After that, it shot up more than 100% in just three weeks, climbing as high as USD 41,000 (and change) on an intra-day basis.

Along the way, bitcoin also made more money for investors in 2020 than any other major asset class. It outperformed US stocks and long-term government bonds, roughly 16-to-1.

Bitcoin outpaced gold by 12-to-1 last year, and US Treasuries, by a remarkable 99-to-1.

A performance like this commands attention. This is why we’re starting to see sentiment in favor of crypto pretty much across the board.

Tech companies, hedge funds, and other big investors who once eschewed all things crypto are now tip-toeing gingerly in. For example …

  • Asked why he was scooping up bitcoin for his hedge fund, billionaire investor Paul Tudor Jones said Bitcoin was the "fastest horse" in the race to beat inflation — ignited by flagrant money-printing.

  • The Grayscale Bitcoin Trust recently took advantage of bitcoin’s pullback to scoop up BTC 10,000, boosting total assets under management above USD 22bn.

  • Business intelligence firm MicroStrategy recently invested over USD 400 million in BTC. And then Morgan Stanley purchased 9% of MicroStrategy — precisely to boost its exposure (albeit indirectly) to bitcoin.

  • Wyoming just awarded US crypto exchange Kraken a license to create a crypto bank. Tentatively named Kraken Financial, it will operate blockchain payment systems and issue crypto debit cards. Customers will be soon able to open crypto savings accounts, as well as pay bills and receive salaries in crypto.

  • Wyoming also awarded Avanti Financial Group a charter to open a second crypto bank. And not to be outdone, the US Comptroller of the Currency has given the Anchorage Digital Bank National Association the green light to establish and operate America’s first federally chartered digital bank.

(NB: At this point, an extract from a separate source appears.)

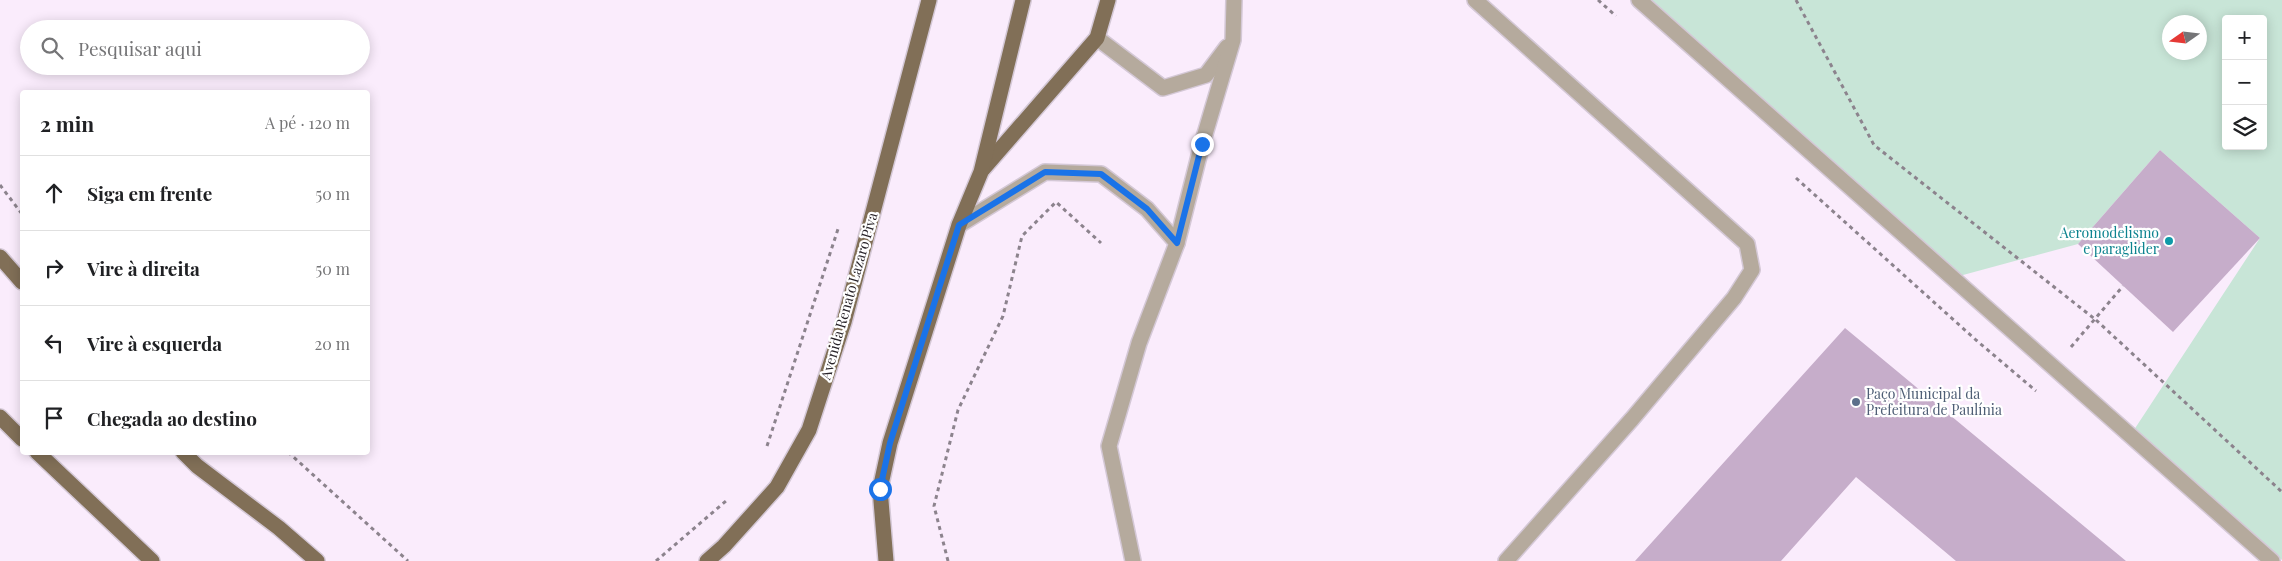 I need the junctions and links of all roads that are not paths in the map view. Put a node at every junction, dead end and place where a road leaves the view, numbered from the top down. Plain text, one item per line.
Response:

  • New York Stock Exchange (NYSE) sister company Bakkt Holdings, which runs a Bitcoin futures market, just got clearance to go public in a deal worth an estimated USD 2.1bn. And few companies are more symbolic of middle-of-the-road investing than the NYSE.

So, you see, not only is sentiment shifting broadly in favor of crypto, it’s positively going mainstream. This is massively bullish for bitcoin.

But in case you still think lightning can’t strike twice … that another 2017-like season cannot possibly lie ahead for bitcoin in 2021 … consider this: By their very nature, certain crypto assets have …

An intrinsic affinity for parabolic breakouts

The reason is simple. In virtually every conventional financial asset class, sharply rising prices lead to expanding supplies — which then act to dampen further price gains.

When stock prices rise sharply, for example, investment bankers bring to market a flood of new listings.

When gold prices shoot up, miners take advantage of them to develop lower-grade deposits that were previously uneconomic to produce.

When property prices go through the roof, real estate developers sometimes even expand into flood plains, or drain swamps in order to obtain more square footage to sell.

Bitcoin simply doesn’t work that way. That’s because it has a hard ceiling on how many coins can ever be produced (21 million) — no matter what happens to prices.

So, what happens when surging demand for crypto — like we’re starting to see now — collides with inelastic supply?

Prices have nowhere to go but up. That’s just Economics 101.

This is why crypto markets routinely go into exponential parabolic uptrends … only to crash back down, recover and then shoot for the stars again.

On top of that, every time a crypto bubble pops, valuations never actually come back down to where they were before.

That’s because each successive bubble brings in new people, many of which never leave.

In fact, this is how the crypto universe grows: By sucking new people in during bull runs. Then, by consolidating and expanding infrastructure during the bear markets that inevitably ensue.

And all this, of course, merely lays the groundwork for the next parabolic upsurge. When even more folks jump into the bandwagon.

How long will these dynamics play out? Hard to say for sure. But even this bull market likely still has close to another year or so to run.